I don’t profess to be a stock market wizard, but I have always done very well with most stocks in industries that I know well, such as automotive and sub-prime finance. Even though my broker, backed by all his research teams, discouraged me over the past year when I told him to buy Ford and GM stock, I bought it heavily, and it has performed despite his discouragement.

I am a firm believer in both Rick Wagoner and Alan Mullaley and the plans they and their management teams have orchestrated for their respective companies. GM recently returned to profitability, and the company saw an increase in sales volume in September. GM has a great looking fleet of newly-designed vehicles (that the public will actually desire) and a new labor deal that will allow products to be built with labor costs rivaling that of the Japanese. I believe Ford isn’t far behind

With that said, I just sold all of my automotive stock for two reasons. First, I turned a very tidy profit (reinforcing my belief to invest in industries where I have knowledge). Second, I know I will be able to buy it back in about 90 days for less.

I believe the dreaded “R” word—recession—is coming. It may even be declared by the time this issue hits your desks, and if it hasn’t been, it is eminent. Whether fueled by the housing crash (one European financial magazine pegged the epicenter of it as Sarasota, Fla., where I happen to reside – nice) or record prices for crude oil, new vehicle sales have fallen to the lowest levels in decades. Even the mighty Toyota is not impervious to declining sales. For the first time in a long time, the company reported a 4.4 percent decline from the prior year.

I also know a recession is coming because my phone has been ringing off the hook for the last month; Wall Street bankers and analysts are looking for information on how dealers (and large auto groups) will fair through a recession. Yet another indicator, the brass at a couple sub-prime auto finance companies who have enjoyed particular success through recessions are telling me they are licking their chops as their indicators are lighting up.

These words aren’t meant to drive your investment decisions. My thoughts are focused on a totally different vein. If those on Wall Street are calling me with concerns, it indicates they too feel a recession could be brutal to domestic auto makers – which means it will significantly impact retail dealers as well.

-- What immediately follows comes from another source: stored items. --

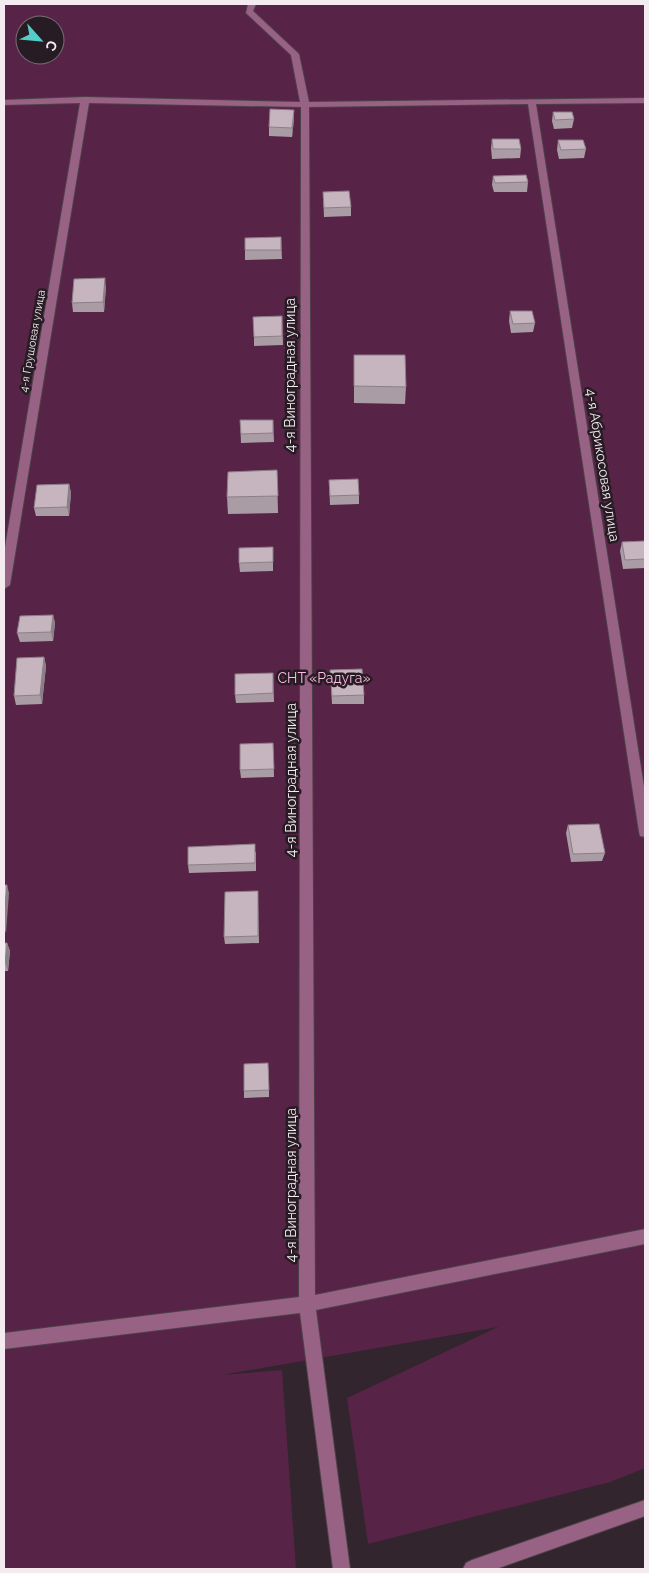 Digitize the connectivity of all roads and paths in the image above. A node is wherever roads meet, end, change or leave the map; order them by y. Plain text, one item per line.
1 (252, 4) edge
2 (85, 100) junction
3 (645, 100) edge
4 (4, 102) edge
5 (532, 102) junction
6 (305, 105) junction
7 (4, 585) edge
8 (645, 832) edge
9 (645, 1236) edge
10 (306, 1304) junction
11 (4, 1341) edge
12 (645, 1508) edge
13 (342, 1569) edge
14 (472, 1569) edge

1 - 6 street, 4-я Виноградная улица
2 - 4 street
2 - 6 street
2 - 7 street, 4-я Грушовая улица
3 - 5 street
5 - 6 street
5 - 8 street, 4-я Абрикосовая улица
6 - 10 street, 4-я Виноградная улица
9 - 10 street
10 - 11 street
10 - 13 street, 4-я Виноградная улица
12 - 14 street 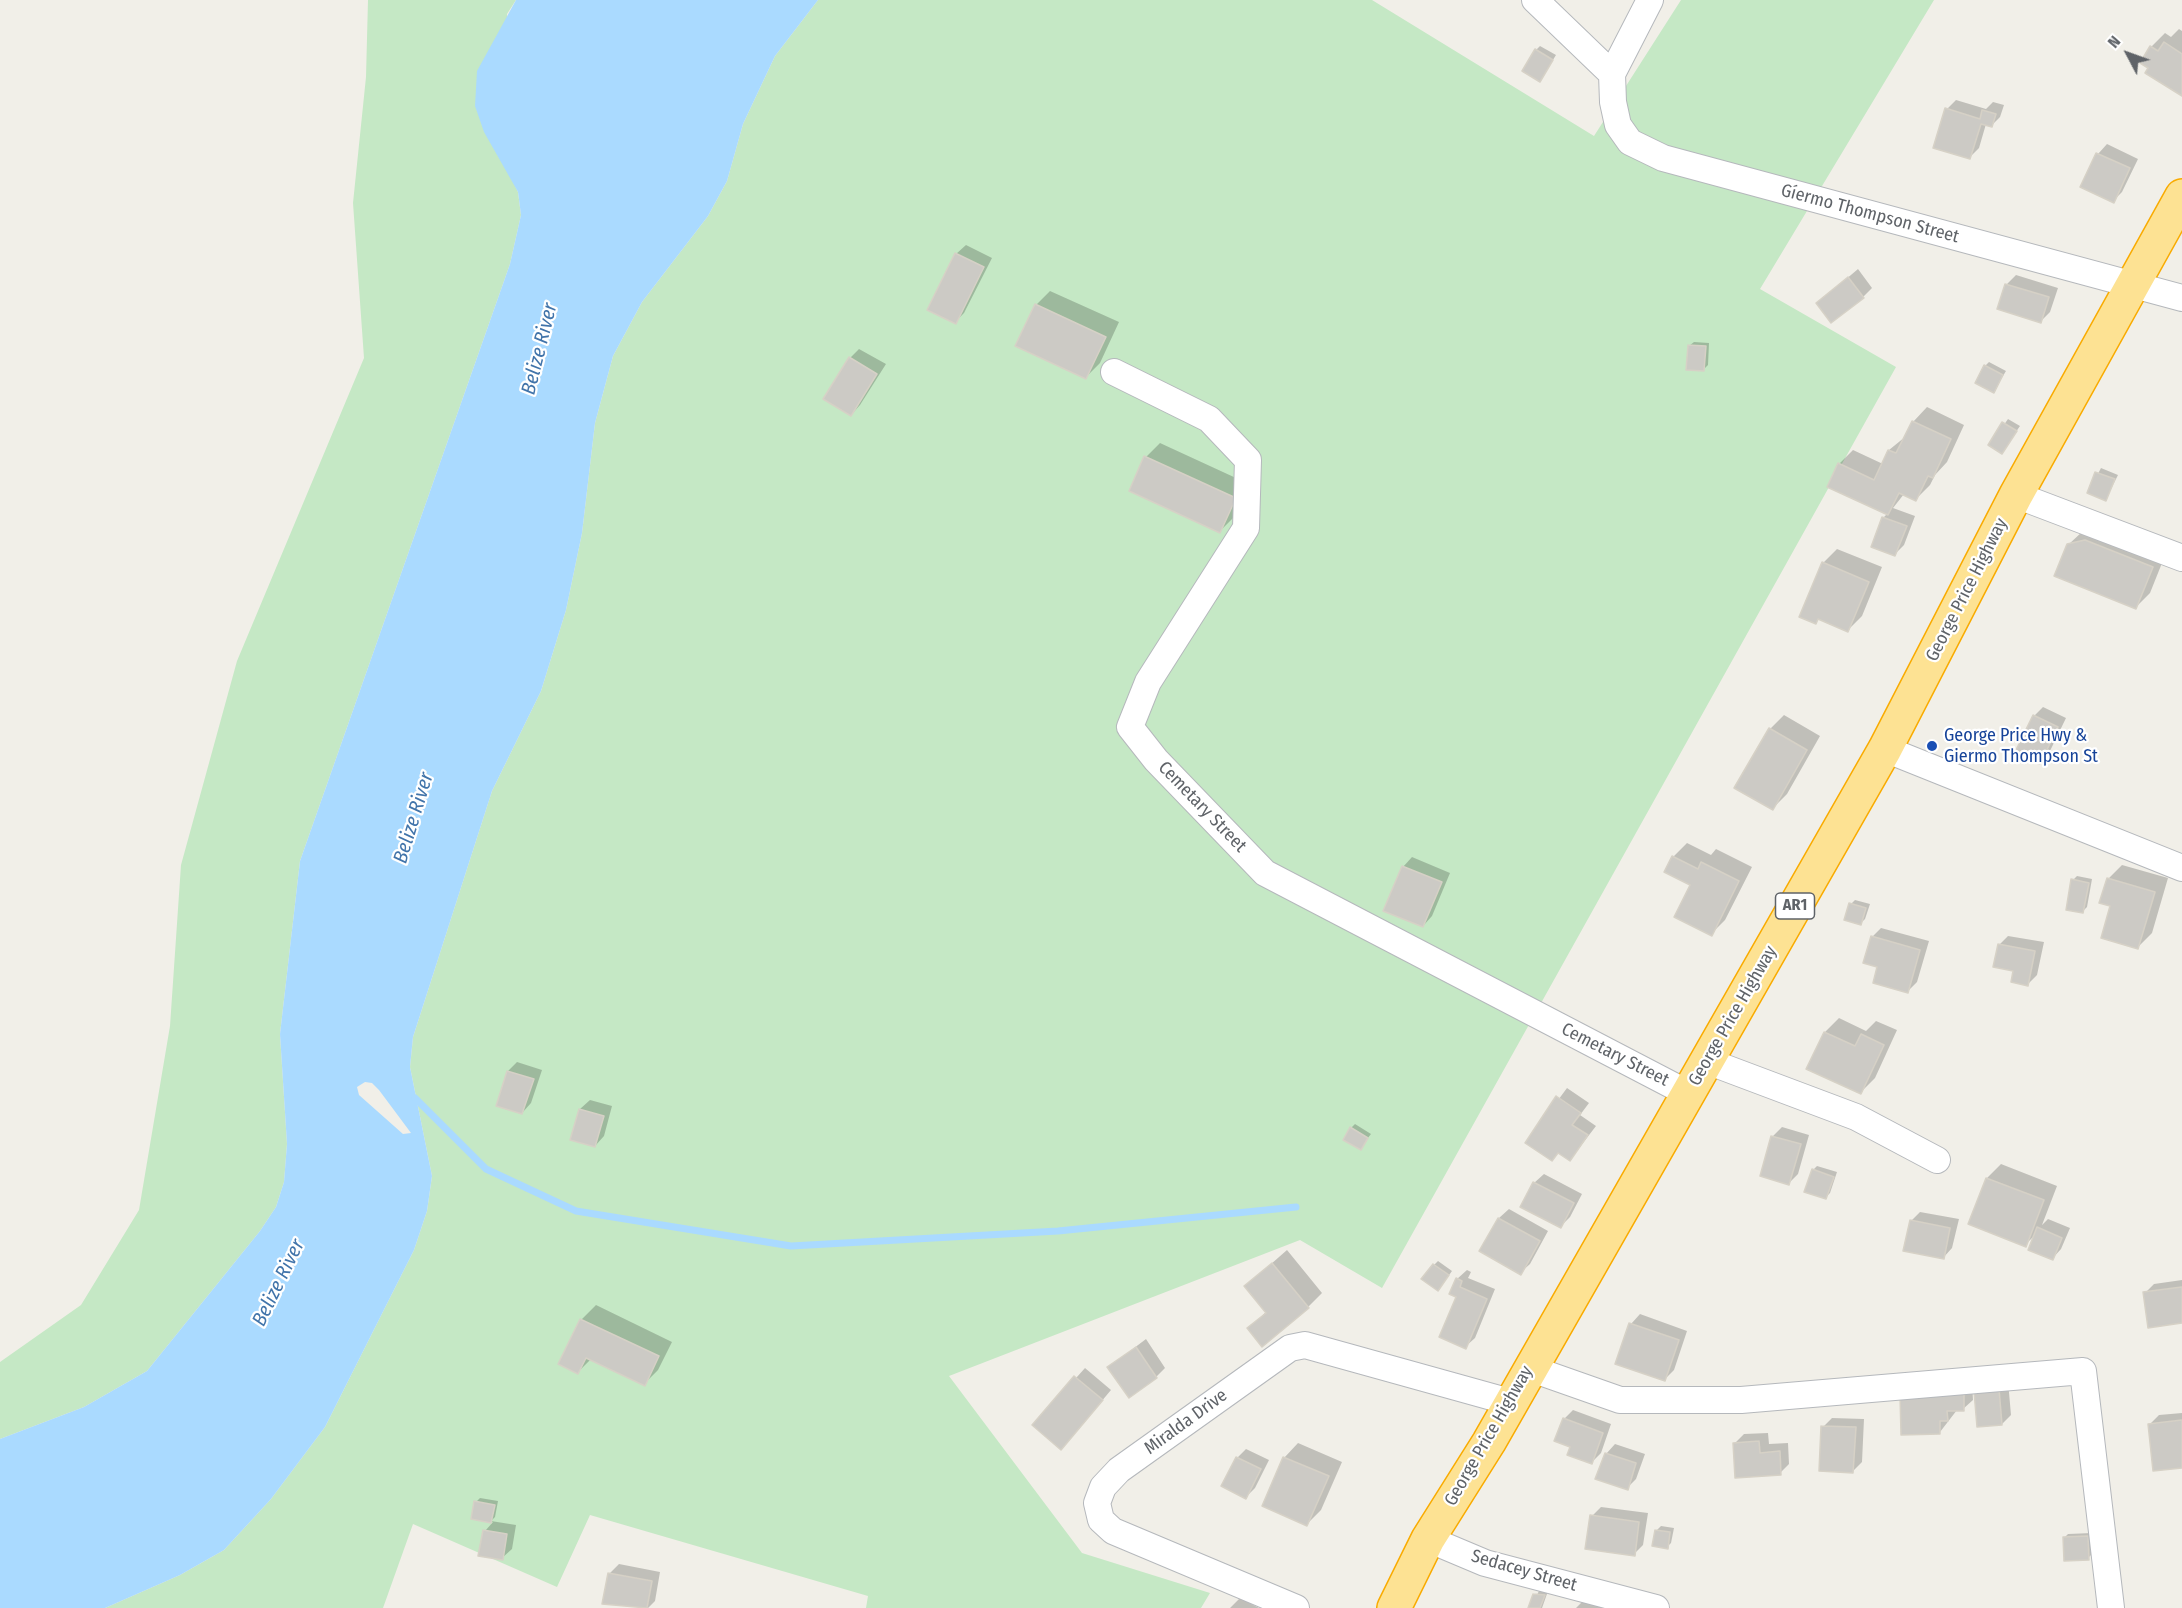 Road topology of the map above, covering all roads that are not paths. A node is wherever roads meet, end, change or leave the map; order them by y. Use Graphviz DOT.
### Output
graph roads {
  1 [pos="1535,0"];
  2 [pos="1650,0"];
  3 [pos="1612,74"];
  4 [pos="2182,196"];
  5 [pos="2132,285"];
  6 [pos="2182,298"];
  7 [pos="1114,372"];
  8 [pos="2016,495"];
  9 [pos="2182,558"];
  10 [pos="1885,749"];
  11 [pos="2182,868"];
  12 [pos="1707,1060"];
  13 [pos="1689,1094"];
  14 [pos="1937,1160"];
  15 [pos="1529,1368"];
  16 [pos="1510,1402"];
  17 [pos="1423,1551"];
  18 [pos="1296,1608"];
  19 [pos="1394,1608"];
  20 [pos="1411,1608"];
  21 [pos="1656,1608"];
  22 [pos="2111,1608"];
  1 -- 3 [label="street"];
  2 -- 3 [label="street"];
  3 -- 5 [label="street, Gíermo Thompson Street"];
  4 -- 5 [label="highway, George Price Highway / AR1"];
  5 -- 6 [label="street, Gíermo Thompson Street"];
  5 -- 8 [label="highway, George Price Highway / AR1"];
  7 -- 13 [label="street, Cemetary Street"];
  8 -- 9 [label="street"];
  8 -- 10 [label="highway, George Price Highway / AR1"];
  10 -- 11 [label="street"];
  10 -- 12 [label="highway, George Price Highway / AR1"];
  12 -- 13 [label="highway, George Price Highway / AR1"];
  12 -- 14 [label="street"];
  13 -- 15 [label="highway, George Price Highway / AR1"];
  15 -- 16 [label="highway, George Price Highway / AR1"];
  15 -- 22 [label="street"];
  16 -- 17 [label="highway, George Price Highway / AR1"];
  16 -- 18 [label="street, Miralda Drive"];
  17 -- 19 [label="highway, George Price Highway / AR1"];
  17 -- 20 [label="street"];
  17 -- 21 [label="street, Sedacey Street"];
}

Let the experts address the needs of manufacturers during a recession when their sales fall further because of lack of consumer confidence and inability to purchase. I am more concerned for the retail dealers, some of which have grown accustomed to staggering profit levels over the past five years. Without strong dealers, the best laid plans of the factories will be scuttled.

This recession will likely be very different than those in the past where domestics faced sales slumps in their fixed operations and relied on used vehicle sales to carry them through.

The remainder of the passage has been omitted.